• _Data to examine_

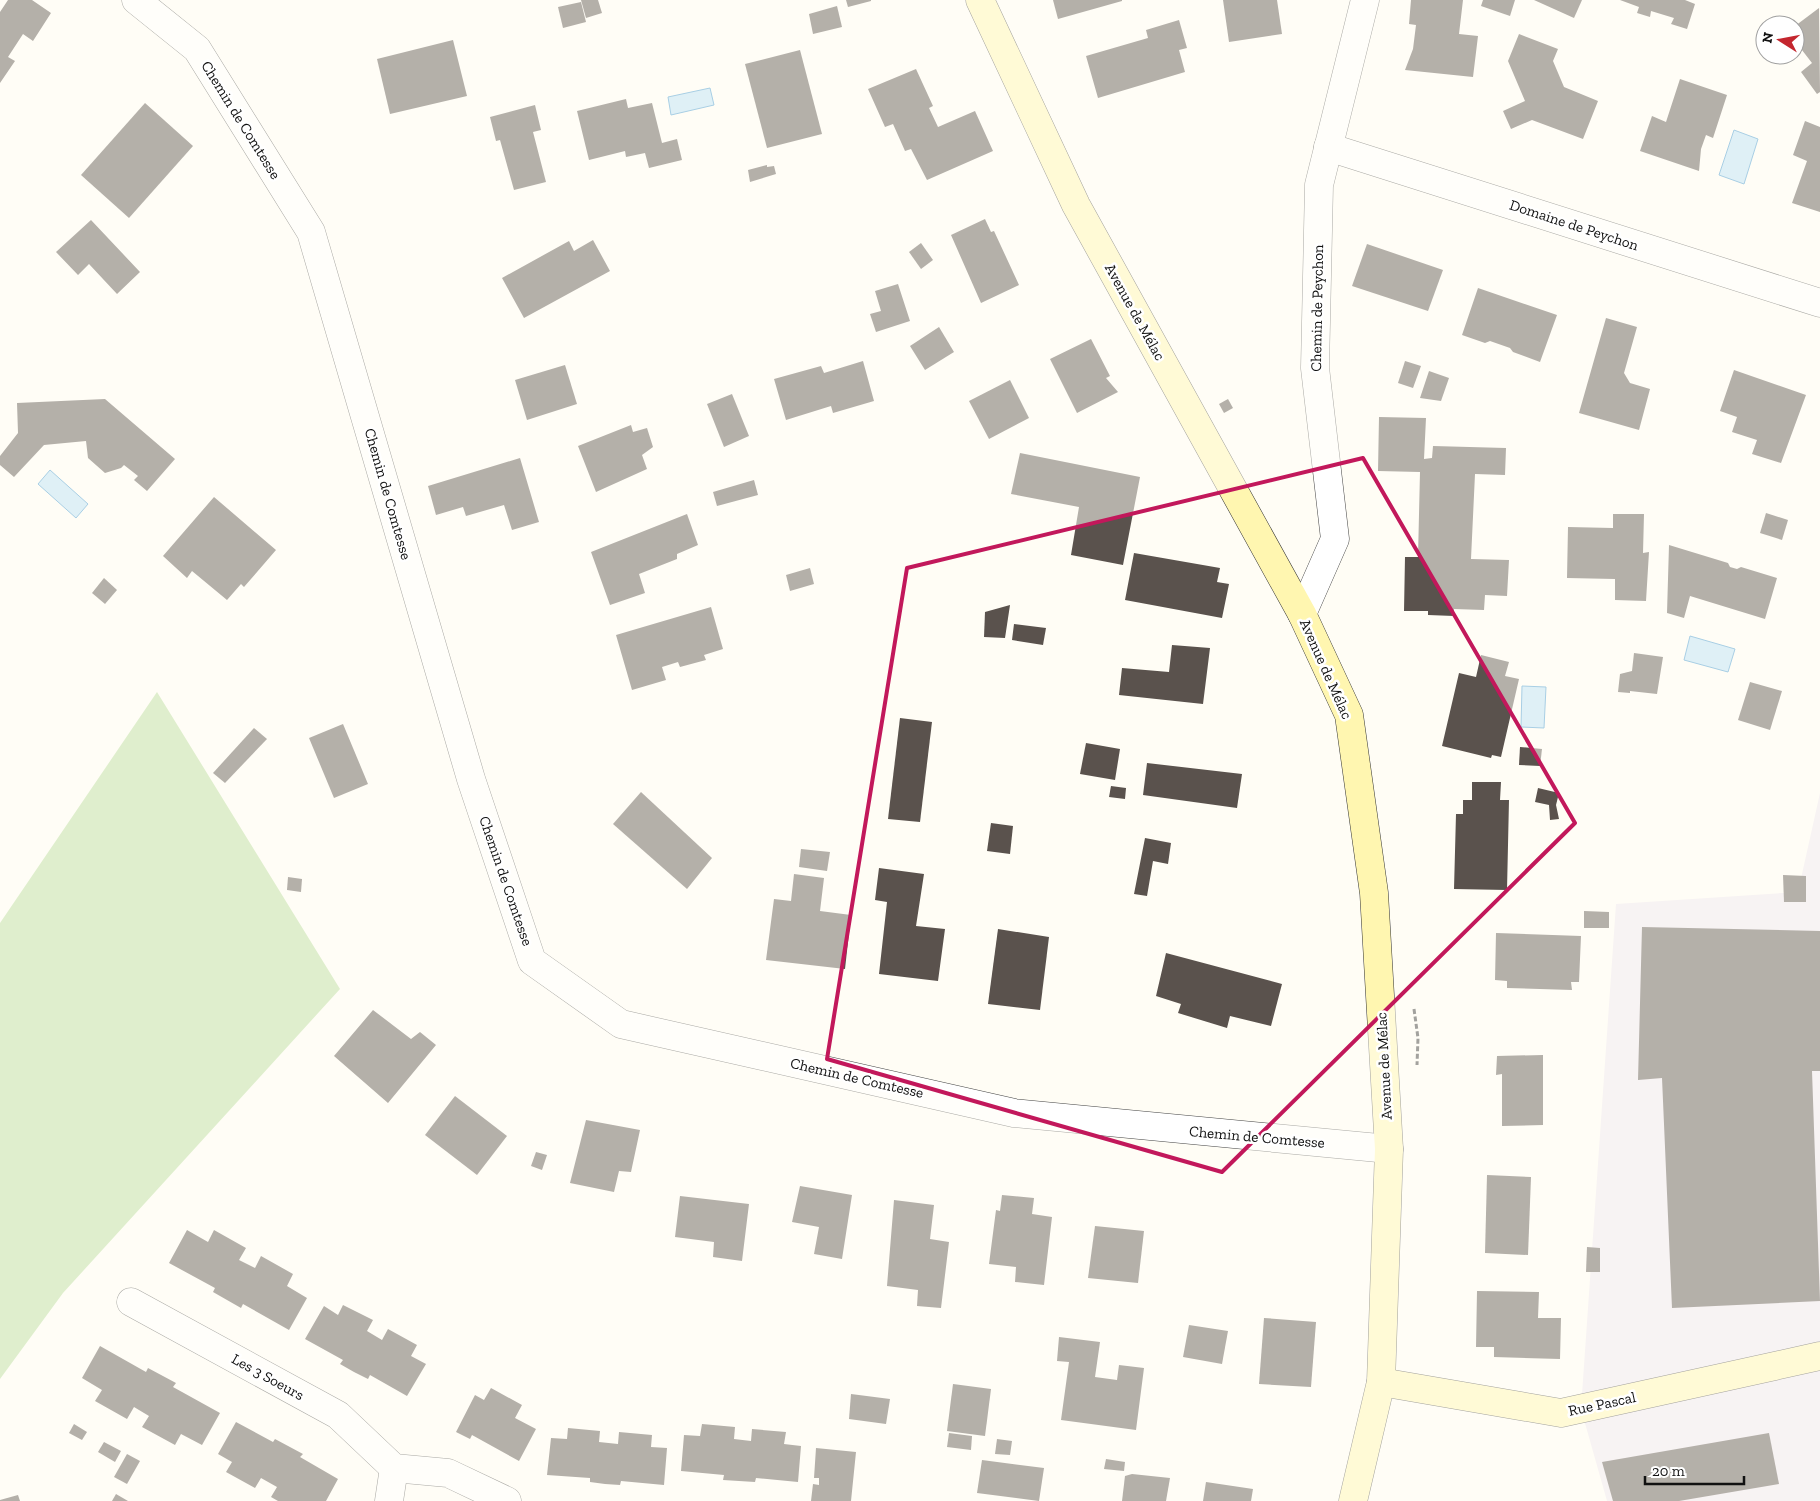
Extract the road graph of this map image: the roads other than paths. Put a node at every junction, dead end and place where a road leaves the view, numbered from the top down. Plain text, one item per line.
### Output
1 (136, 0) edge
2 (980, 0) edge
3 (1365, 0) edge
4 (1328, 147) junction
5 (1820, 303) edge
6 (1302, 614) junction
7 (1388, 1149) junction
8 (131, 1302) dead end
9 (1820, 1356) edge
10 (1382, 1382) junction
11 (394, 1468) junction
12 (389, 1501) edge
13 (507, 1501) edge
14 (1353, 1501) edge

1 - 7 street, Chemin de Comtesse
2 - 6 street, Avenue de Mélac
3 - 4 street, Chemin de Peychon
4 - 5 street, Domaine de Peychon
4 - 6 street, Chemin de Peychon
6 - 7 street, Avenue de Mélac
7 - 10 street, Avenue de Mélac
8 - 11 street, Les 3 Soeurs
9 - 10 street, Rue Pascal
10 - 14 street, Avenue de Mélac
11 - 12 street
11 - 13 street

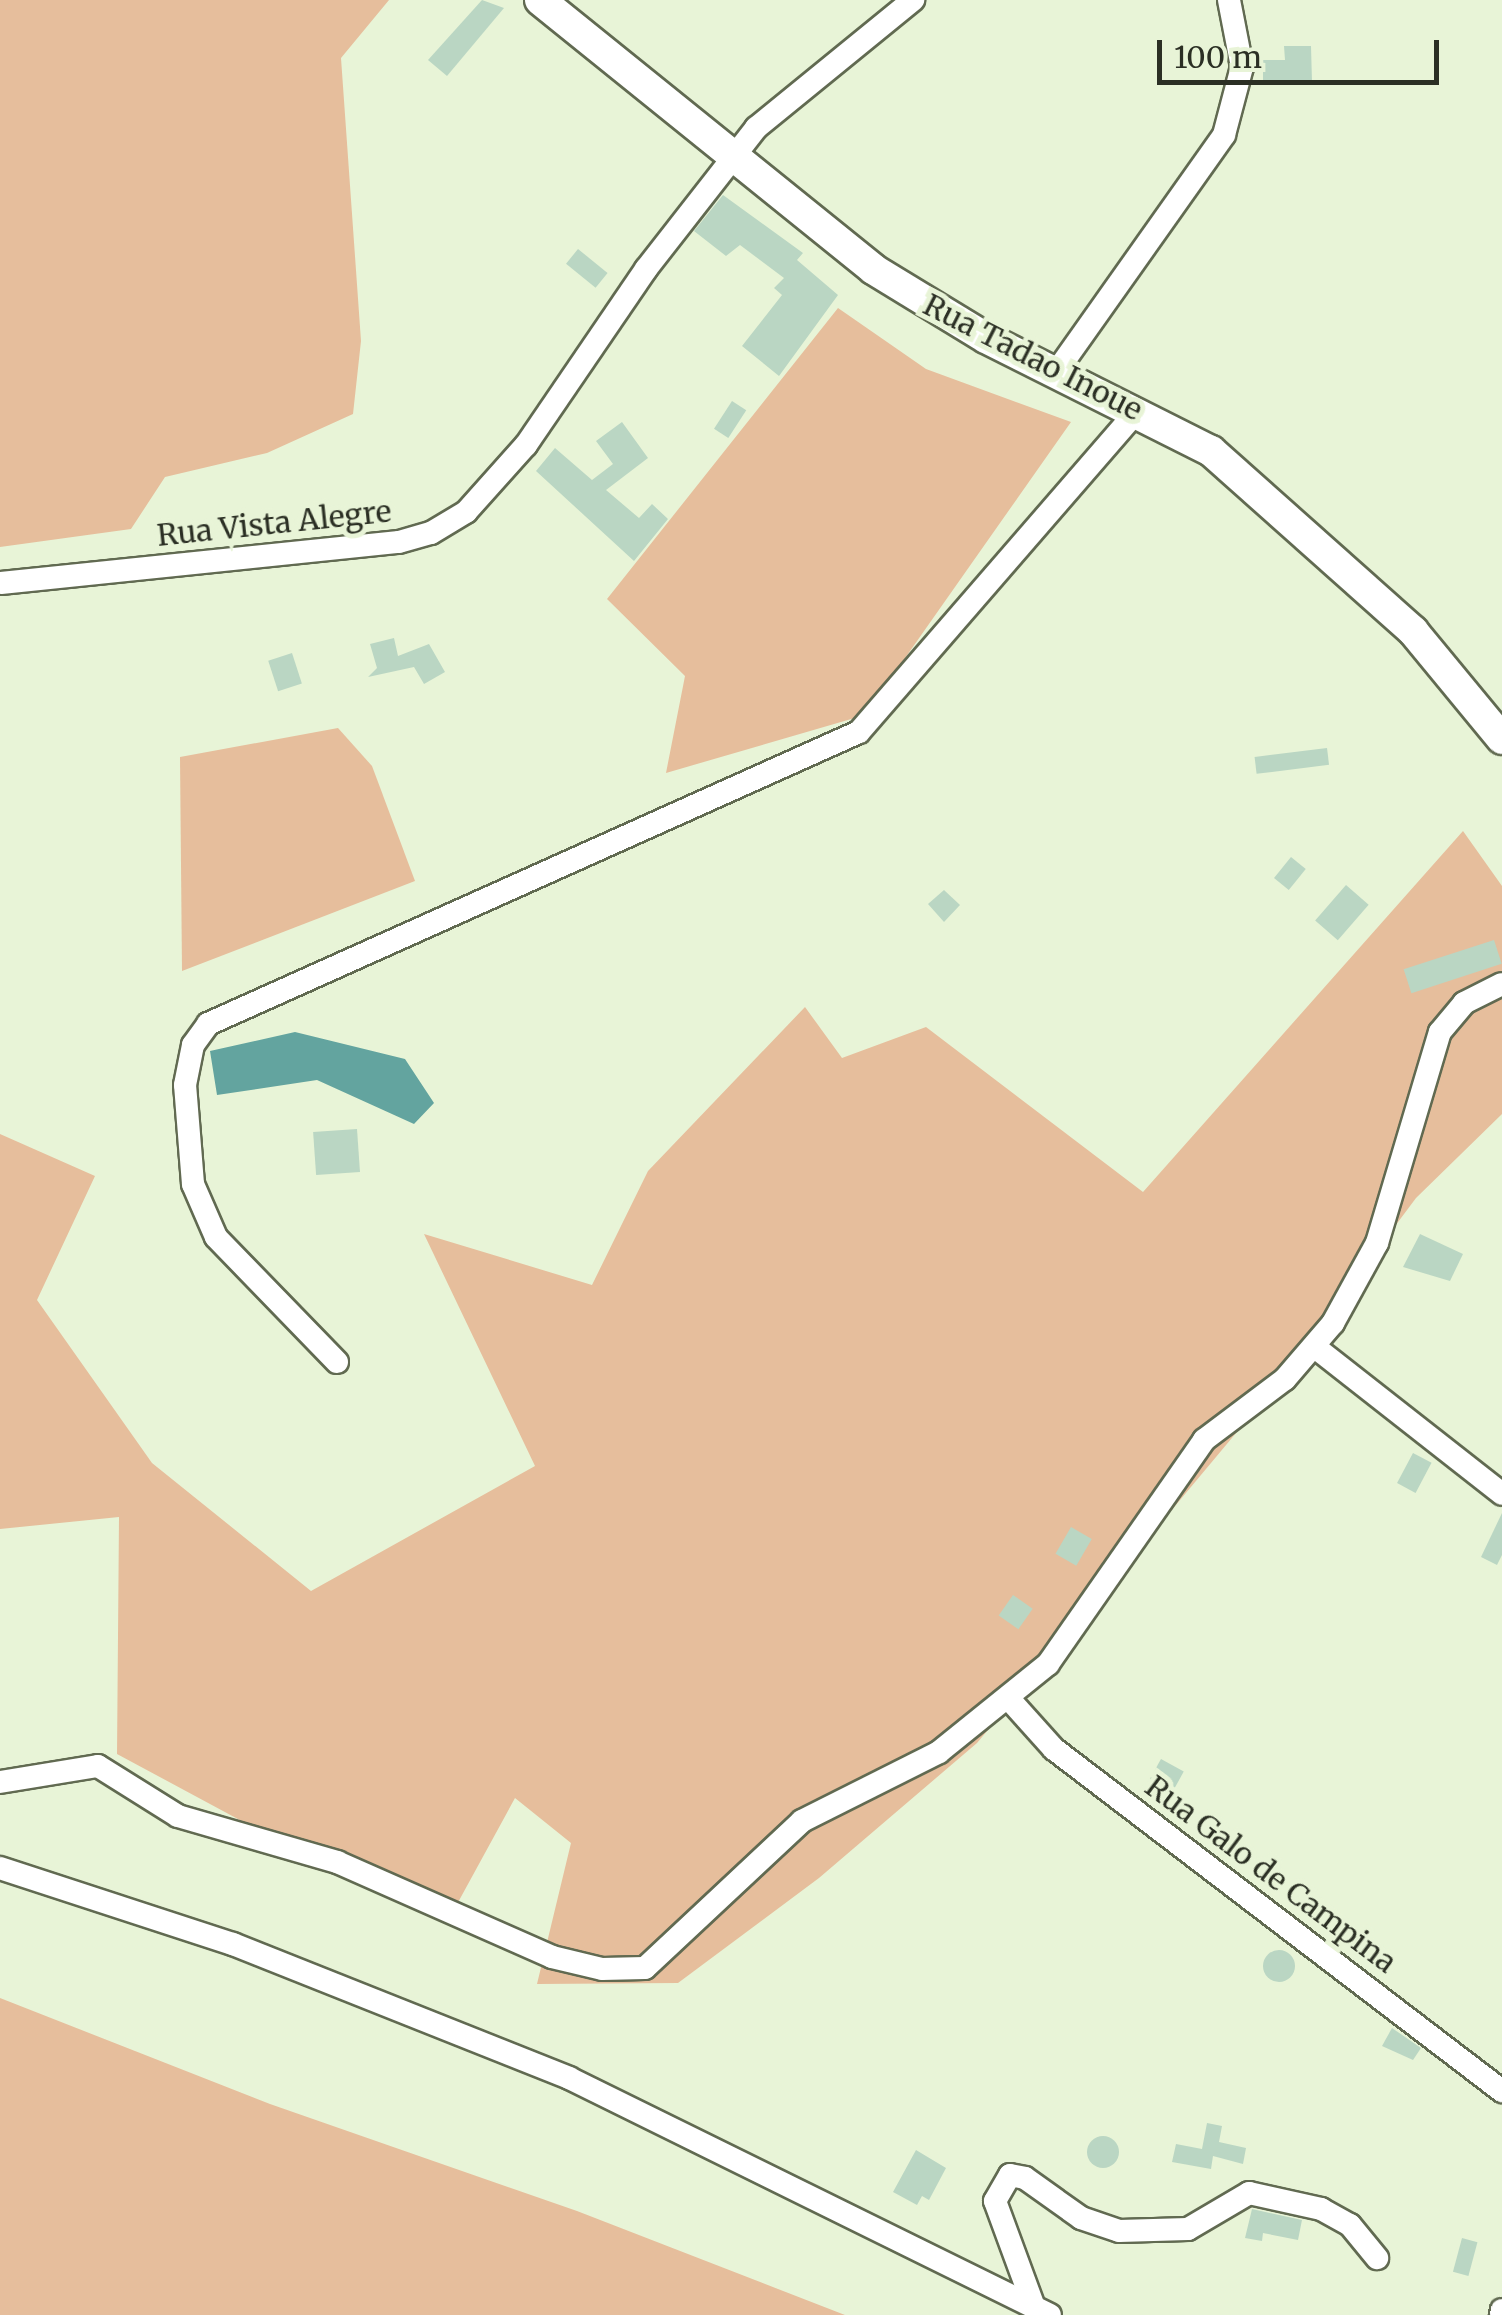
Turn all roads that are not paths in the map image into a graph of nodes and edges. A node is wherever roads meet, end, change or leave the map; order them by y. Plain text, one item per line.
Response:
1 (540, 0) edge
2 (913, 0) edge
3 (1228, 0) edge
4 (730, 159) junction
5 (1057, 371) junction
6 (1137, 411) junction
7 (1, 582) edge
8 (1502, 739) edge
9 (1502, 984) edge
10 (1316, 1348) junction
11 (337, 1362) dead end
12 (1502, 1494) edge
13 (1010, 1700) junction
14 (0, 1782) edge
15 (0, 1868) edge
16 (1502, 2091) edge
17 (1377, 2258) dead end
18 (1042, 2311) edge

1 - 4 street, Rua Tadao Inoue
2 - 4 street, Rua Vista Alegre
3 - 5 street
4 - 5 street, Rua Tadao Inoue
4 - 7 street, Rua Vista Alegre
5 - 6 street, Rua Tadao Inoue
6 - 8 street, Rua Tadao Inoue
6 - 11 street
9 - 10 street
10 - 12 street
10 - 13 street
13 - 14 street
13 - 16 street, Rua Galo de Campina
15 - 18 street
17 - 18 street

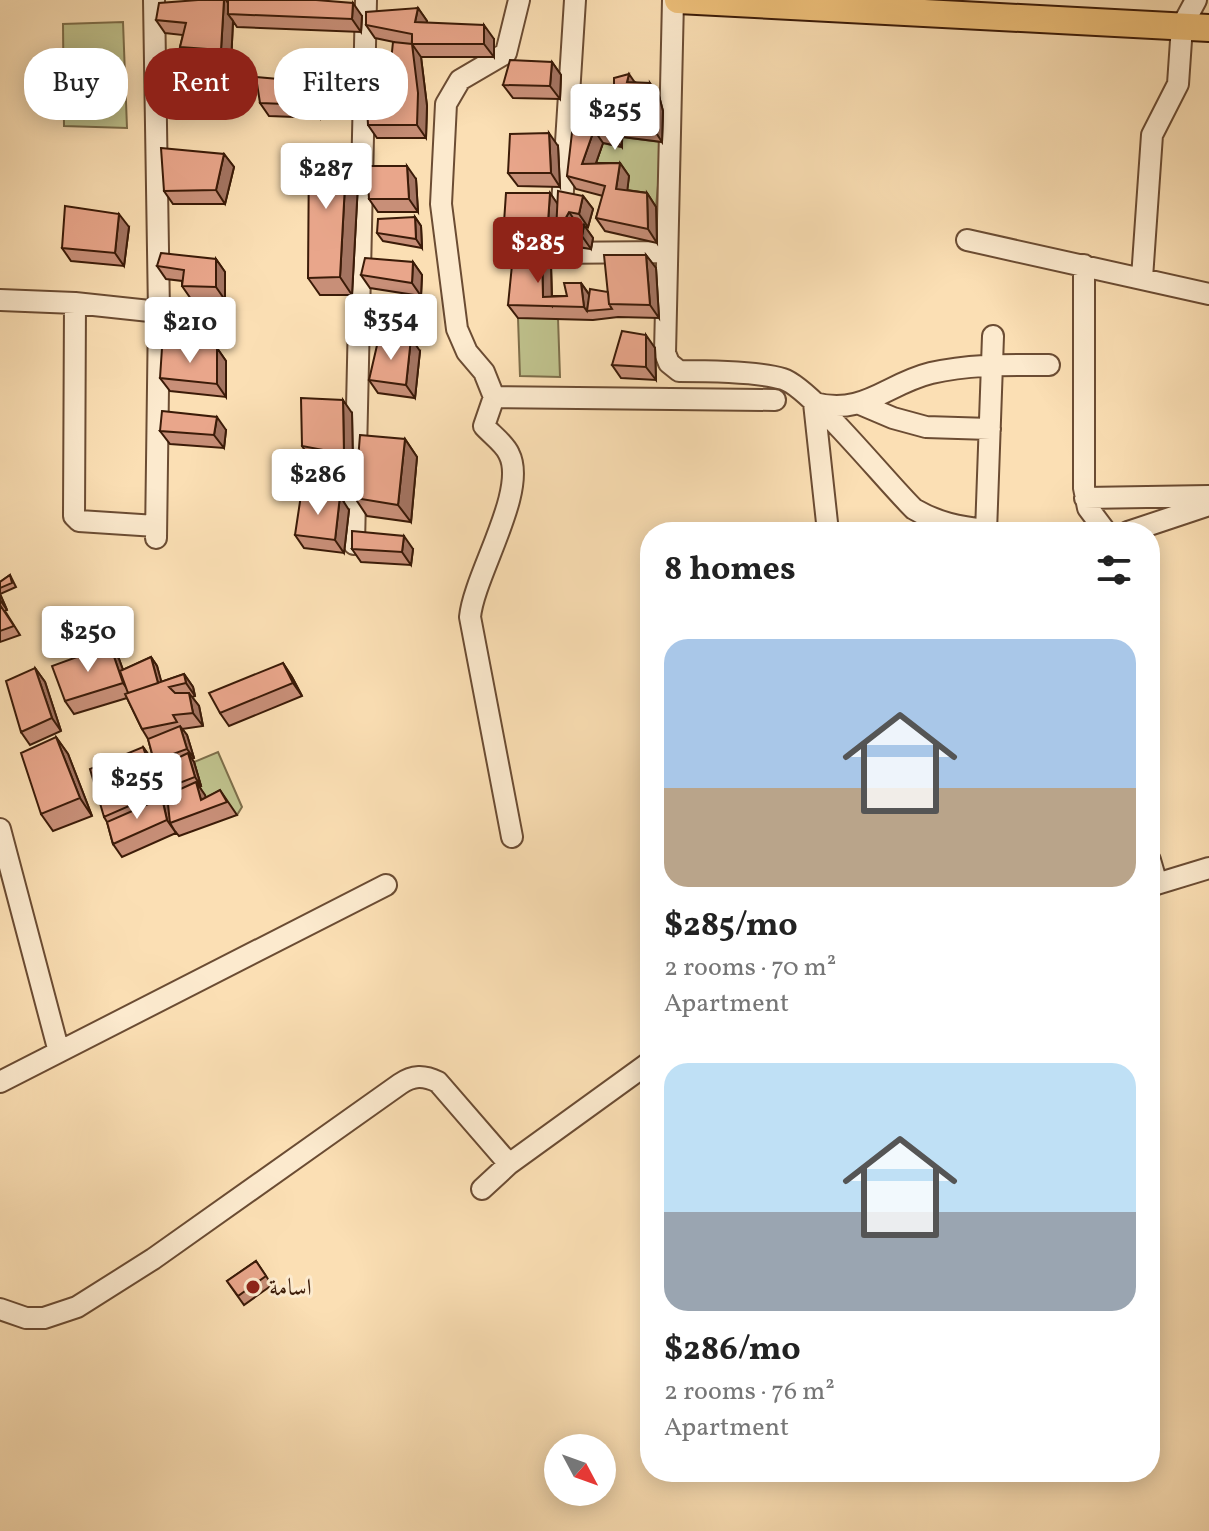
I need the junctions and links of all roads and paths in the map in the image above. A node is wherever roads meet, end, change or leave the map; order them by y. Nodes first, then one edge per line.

• _Work item_
Every line containing the word "Plain" should be copied from the material.

• _Response area_
Extract the road graph of this map image: the roads other than paths. Put a node at every junction, dead end and place where a road leaves the view, numbered from the top down. Plain text, one item per line.
Turn all roads that are not paths in the map image into a graph of nodes and edges. A node is wherever roads meet, end, change or leave the map; order them by y. Plain text, one item per line.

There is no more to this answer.